### Exercise prompt:
Go through the records and copy each line where the string "nodes" occurs.

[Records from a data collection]
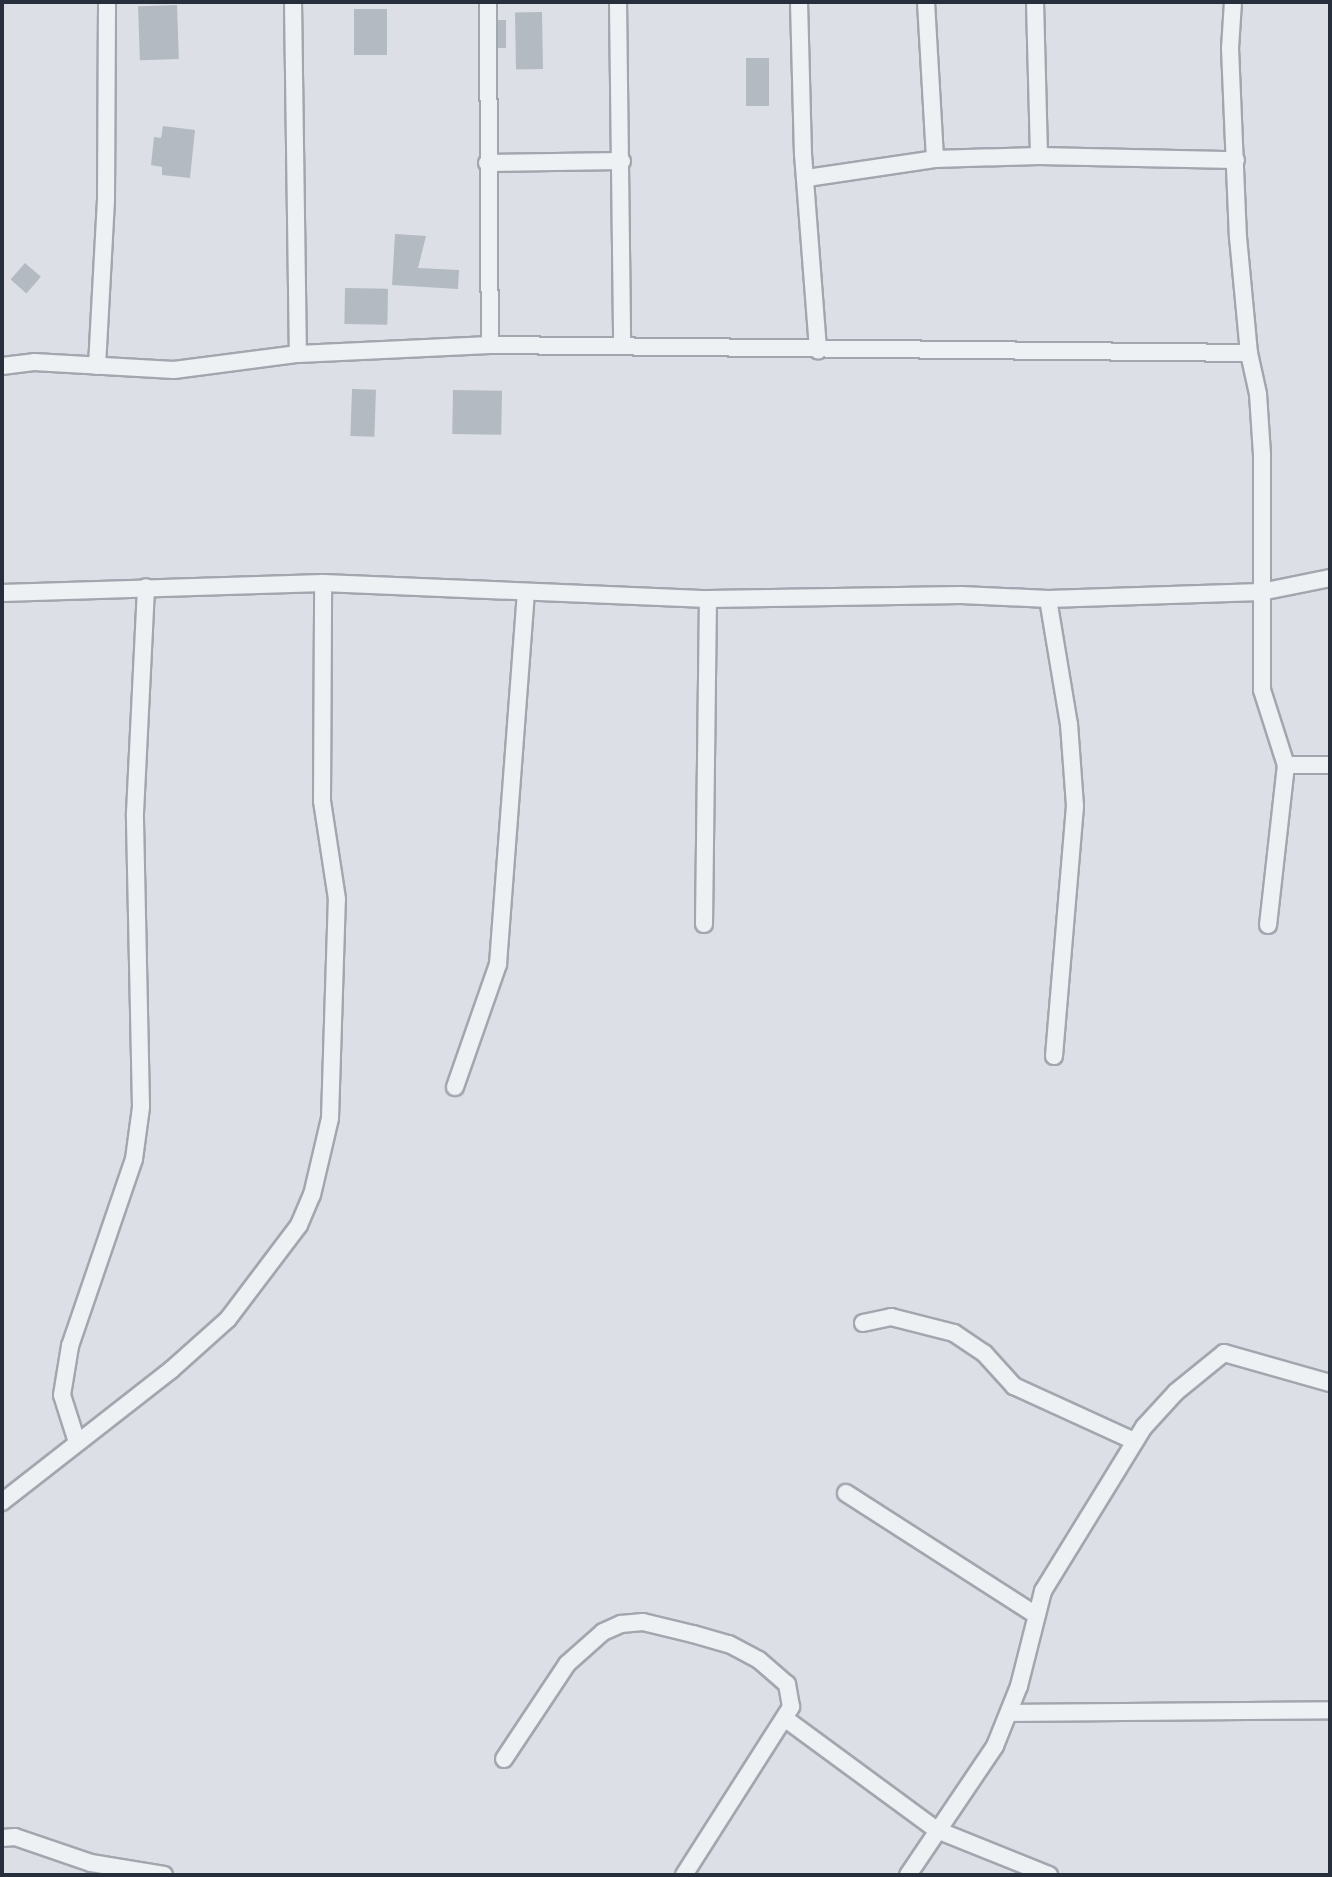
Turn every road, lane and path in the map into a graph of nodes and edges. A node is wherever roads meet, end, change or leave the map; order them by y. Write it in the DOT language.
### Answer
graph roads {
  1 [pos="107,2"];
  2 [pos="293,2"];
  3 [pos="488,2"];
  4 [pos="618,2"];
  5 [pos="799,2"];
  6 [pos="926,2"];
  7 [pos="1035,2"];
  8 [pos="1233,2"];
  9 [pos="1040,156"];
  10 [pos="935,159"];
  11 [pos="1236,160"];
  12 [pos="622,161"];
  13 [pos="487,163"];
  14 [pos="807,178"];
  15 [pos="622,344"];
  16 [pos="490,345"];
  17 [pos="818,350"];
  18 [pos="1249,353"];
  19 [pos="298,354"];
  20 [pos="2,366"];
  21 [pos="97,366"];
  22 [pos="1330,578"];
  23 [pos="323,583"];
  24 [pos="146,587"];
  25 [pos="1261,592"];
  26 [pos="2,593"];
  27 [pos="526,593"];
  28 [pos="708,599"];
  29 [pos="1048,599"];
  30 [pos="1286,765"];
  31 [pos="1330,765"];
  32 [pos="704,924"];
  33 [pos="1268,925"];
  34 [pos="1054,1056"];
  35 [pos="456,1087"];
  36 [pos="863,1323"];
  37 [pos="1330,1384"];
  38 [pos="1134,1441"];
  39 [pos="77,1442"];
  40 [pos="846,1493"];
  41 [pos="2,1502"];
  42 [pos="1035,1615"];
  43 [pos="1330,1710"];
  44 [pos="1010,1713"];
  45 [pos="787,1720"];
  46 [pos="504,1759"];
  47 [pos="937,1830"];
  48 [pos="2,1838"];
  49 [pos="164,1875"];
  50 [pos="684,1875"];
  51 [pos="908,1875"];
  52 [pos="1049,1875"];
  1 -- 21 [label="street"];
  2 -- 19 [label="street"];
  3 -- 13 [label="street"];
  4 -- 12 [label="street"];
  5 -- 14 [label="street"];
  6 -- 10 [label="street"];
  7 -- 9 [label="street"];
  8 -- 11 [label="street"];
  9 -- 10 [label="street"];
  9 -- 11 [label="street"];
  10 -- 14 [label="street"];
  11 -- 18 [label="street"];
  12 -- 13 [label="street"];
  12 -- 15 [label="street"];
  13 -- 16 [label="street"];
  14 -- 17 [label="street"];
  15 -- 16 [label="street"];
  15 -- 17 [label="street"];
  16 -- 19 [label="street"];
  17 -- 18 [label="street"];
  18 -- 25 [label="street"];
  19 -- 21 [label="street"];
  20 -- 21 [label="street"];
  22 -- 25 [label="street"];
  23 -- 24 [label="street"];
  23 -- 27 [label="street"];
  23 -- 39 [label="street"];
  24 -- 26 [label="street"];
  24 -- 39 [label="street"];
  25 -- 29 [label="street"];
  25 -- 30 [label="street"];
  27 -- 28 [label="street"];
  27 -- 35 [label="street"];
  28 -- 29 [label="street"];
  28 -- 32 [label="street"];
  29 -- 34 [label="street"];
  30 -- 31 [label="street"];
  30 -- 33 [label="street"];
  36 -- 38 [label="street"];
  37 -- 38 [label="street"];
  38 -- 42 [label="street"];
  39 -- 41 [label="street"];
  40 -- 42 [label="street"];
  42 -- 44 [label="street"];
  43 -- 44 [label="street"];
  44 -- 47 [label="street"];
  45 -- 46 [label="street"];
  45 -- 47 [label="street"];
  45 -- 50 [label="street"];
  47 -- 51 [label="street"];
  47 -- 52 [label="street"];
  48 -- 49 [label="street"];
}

==

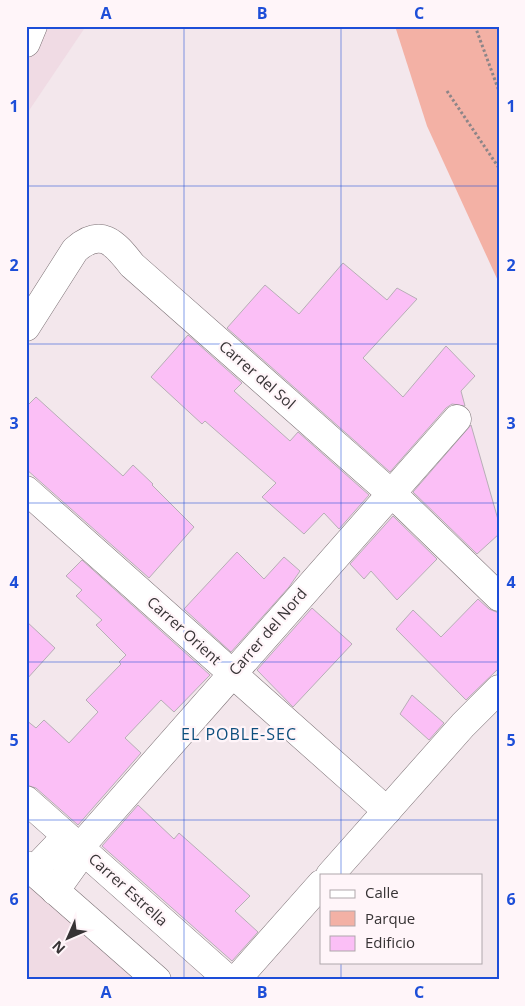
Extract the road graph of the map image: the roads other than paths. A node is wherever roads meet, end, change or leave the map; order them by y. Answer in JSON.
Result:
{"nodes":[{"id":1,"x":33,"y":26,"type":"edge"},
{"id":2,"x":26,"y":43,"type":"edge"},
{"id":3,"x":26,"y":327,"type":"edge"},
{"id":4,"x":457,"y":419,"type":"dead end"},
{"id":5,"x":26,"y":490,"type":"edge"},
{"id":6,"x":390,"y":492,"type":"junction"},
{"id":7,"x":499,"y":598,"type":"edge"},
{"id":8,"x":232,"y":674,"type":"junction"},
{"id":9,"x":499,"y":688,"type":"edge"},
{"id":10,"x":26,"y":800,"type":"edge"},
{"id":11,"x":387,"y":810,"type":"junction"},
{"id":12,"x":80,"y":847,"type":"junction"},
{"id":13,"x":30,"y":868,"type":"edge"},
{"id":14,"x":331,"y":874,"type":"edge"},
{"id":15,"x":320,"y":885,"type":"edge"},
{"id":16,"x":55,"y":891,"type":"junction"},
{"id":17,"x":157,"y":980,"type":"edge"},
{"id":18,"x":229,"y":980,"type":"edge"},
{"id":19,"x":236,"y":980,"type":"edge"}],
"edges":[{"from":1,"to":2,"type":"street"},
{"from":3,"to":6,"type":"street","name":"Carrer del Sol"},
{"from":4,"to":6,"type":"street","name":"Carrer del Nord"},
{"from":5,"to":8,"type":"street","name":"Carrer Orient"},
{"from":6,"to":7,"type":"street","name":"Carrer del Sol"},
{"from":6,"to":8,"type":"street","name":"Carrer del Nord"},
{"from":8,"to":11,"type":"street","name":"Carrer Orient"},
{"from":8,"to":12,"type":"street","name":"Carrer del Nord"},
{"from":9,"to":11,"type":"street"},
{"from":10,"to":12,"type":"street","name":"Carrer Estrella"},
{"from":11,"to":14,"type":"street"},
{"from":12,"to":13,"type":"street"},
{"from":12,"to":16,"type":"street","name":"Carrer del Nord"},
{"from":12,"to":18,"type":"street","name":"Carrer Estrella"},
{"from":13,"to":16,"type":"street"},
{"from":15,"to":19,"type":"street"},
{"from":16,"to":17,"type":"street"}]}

### Problem solution:
Turn every road, lane and path in the map into a graph of nodes and edges. A node is wherever roads meet, end, change or leave the map; order them by y. Write it in the DOT language.
{"nodes":[{"id":1,"x":33,"y":26,"type":"edge"},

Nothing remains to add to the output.